▶ Work request:
From the material below, copy out each line with the word "Plymouth" in it.

# # # # #

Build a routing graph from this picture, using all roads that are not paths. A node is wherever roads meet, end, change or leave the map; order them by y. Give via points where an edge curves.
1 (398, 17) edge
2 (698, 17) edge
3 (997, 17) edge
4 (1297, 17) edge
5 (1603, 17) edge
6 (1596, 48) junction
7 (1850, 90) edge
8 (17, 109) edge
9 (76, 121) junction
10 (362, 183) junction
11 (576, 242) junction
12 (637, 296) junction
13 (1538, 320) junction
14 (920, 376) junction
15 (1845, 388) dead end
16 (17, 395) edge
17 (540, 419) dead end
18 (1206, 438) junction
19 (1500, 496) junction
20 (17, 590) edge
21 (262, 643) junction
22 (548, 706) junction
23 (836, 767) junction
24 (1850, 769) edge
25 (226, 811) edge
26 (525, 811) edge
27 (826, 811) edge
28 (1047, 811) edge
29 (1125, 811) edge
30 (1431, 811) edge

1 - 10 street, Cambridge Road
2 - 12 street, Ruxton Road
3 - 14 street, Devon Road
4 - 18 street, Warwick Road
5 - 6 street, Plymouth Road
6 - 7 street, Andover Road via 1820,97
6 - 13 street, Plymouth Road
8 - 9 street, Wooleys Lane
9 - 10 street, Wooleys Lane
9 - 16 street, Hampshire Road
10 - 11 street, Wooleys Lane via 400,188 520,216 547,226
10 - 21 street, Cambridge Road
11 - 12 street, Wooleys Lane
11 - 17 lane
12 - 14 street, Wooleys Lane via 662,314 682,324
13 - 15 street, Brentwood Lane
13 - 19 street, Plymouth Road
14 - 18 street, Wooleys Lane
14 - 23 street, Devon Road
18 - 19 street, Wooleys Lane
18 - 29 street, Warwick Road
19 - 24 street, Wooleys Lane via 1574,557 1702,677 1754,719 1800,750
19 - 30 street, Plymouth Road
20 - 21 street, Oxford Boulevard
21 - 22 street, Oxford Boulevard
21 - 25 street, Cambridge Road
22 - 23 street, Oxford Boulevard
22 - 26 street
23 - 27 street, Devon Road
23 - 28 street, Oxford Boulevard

# # # # #

▶ Expected output:
5 - 6 street, Plymouth Road
6 - 13 street, Plymouth Road
13 - 19 street, Plymouth Road
19 - 30 street, Plymouth Road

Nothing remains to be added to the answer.